Work request –
Run through the records and show each line that includes the string "main".

Stored items:
_ _ _ _ _ _ _
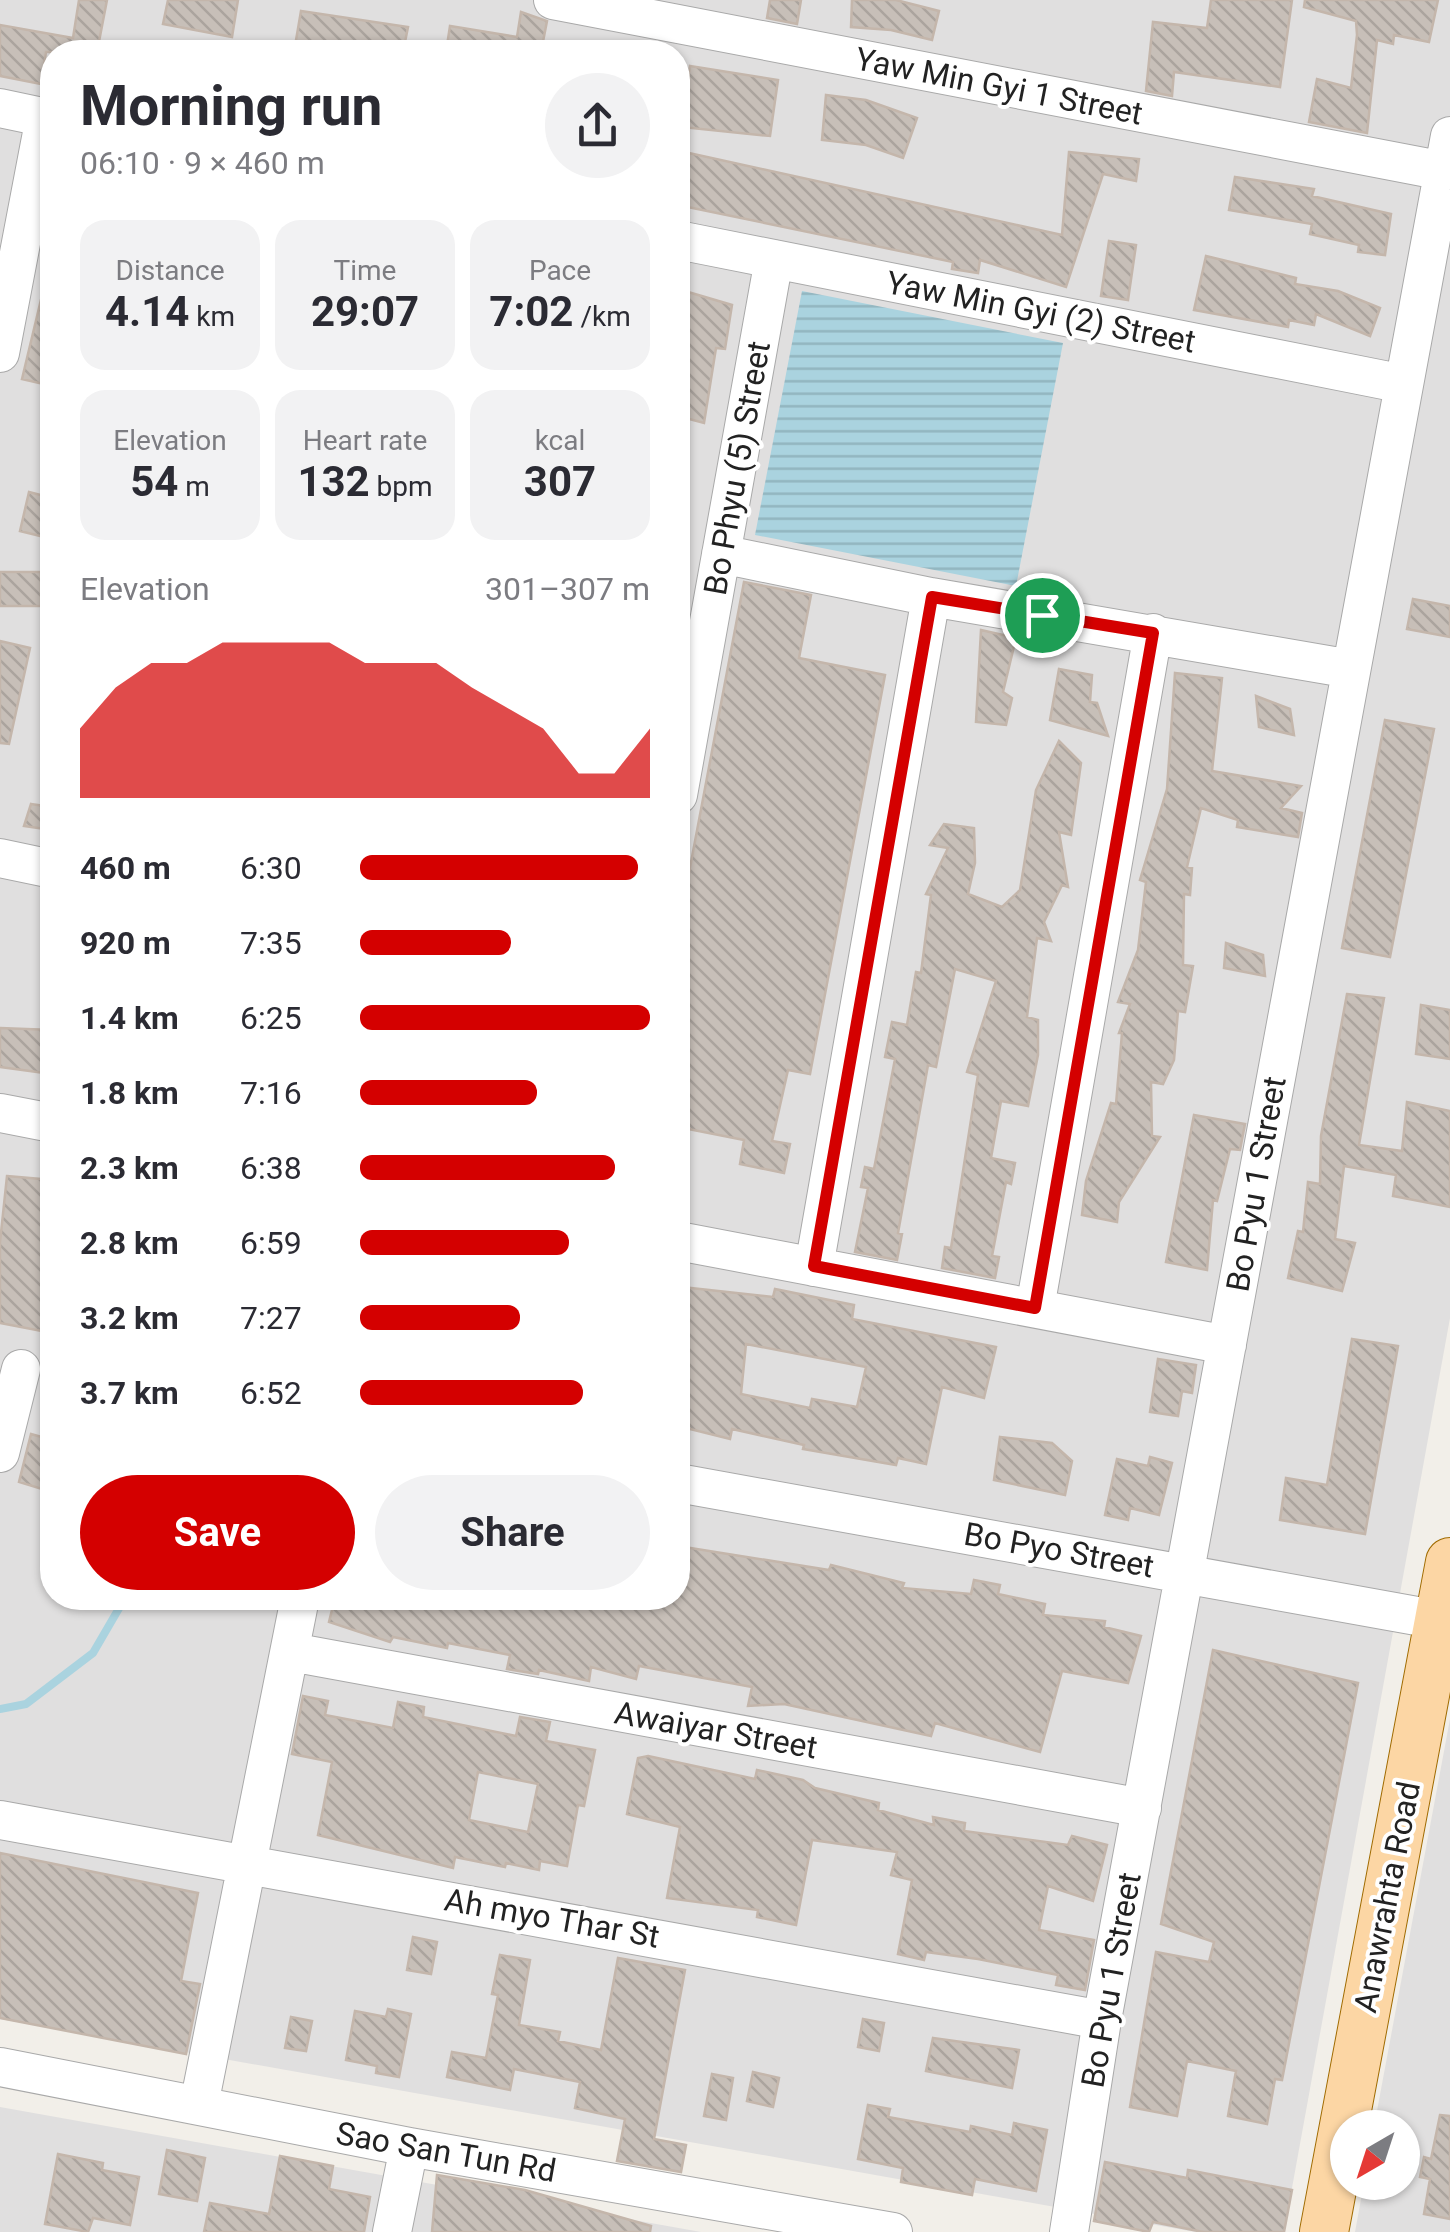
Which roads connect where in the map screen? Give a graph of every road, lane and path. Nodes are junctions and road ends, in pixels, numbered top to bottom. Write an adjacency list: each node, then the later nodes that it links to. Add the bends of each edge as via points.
1 (554, 0): 2 (street, Yaw Min Gyi 1 Street)
2 (679, 26): 5 (street, Yaw Min Gyi 1 Street)
3 (0, 108): 4 (street)
4 (40, 116)
5 (1447, 154): 10 (street, Bo Pyu 1 Street)
6 (40, 161): 9 (street)
7 (690, 242): 8 (street, Yaw Min Gyi (2) Street)
8 (774, 259): 10 (street, Yaw Min Gyi (2) Street); 11 (street, Bo Phyu (5) Street)
9 (0, 352)
10 (1404, 384): 14 (street, Bo Pyu 1 Street)
11 (721, 554): 12 (street); 15 (street, Bo Phyu (5) Street)
12 (932, 597): 13 (street); 21 (street)
13 (1153, 633): 14 (street); 22 (street)
14 (1352, 669): 23 (street, Bo Pyu 1 Street)
15 (690, 728)
16 (0, 858): 17 (street)
17 (40, 866)
18 (0, 1113): 19 (street)
19 (40, 1121)
20 (690, 1242): 21 (street)
21 (814, 1266): 22 (street)
22 (1035, 1308): 23 (street)
23 (1227, 1344): 28 (street, Bo Pyu 1 Street)
24 (24, 1369): 25 (street)
25 (0, 1453)
26 (690, 1485): 28 (street, Bo Pyo Street)
27 (1450, 1562): 30 (main road, Anawrahta Road)
28 (1185, 1573): 30 (street, Bo Pyo Street); 32 (street, Bo Pyu 1 Street)
29 (298, 1610): 31 (street)
30 (1439, 1620): 42 (main road, Anawrahta Road)
31 (291, 1652): 32 (street, Awaiyar Street); 34 (street)
32 (1142, 1808): 35 (street, Bo Pyu 1 Street)
33 (0, 1820): 34 (street, Ah myo Thar St)
34 (247, 1862): 35 (street, Ah myo Thar St); 37 (street)
35 (1102, 2020): 41 (street, Bo Pyu 1 Street)
36 (0, 2067): 37 (street, Sao San Tun Rd)
37 (199, 2105): 38 (street, Sao San Tun Rd)
38 (409, 2147): 39 (street); 40 (street, Sao San Tun Rd)
39 (392, 2232)
40 (893, 2232)
41 (1068, 2232)
42 (1324, 2232)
_ _ _ _ _ _ _
Answer for the task –
27 (1450, 1562): 30 (main road, Anawrahta Road)
30 (1439, 1620): 42 (main road, Anawrahta Road)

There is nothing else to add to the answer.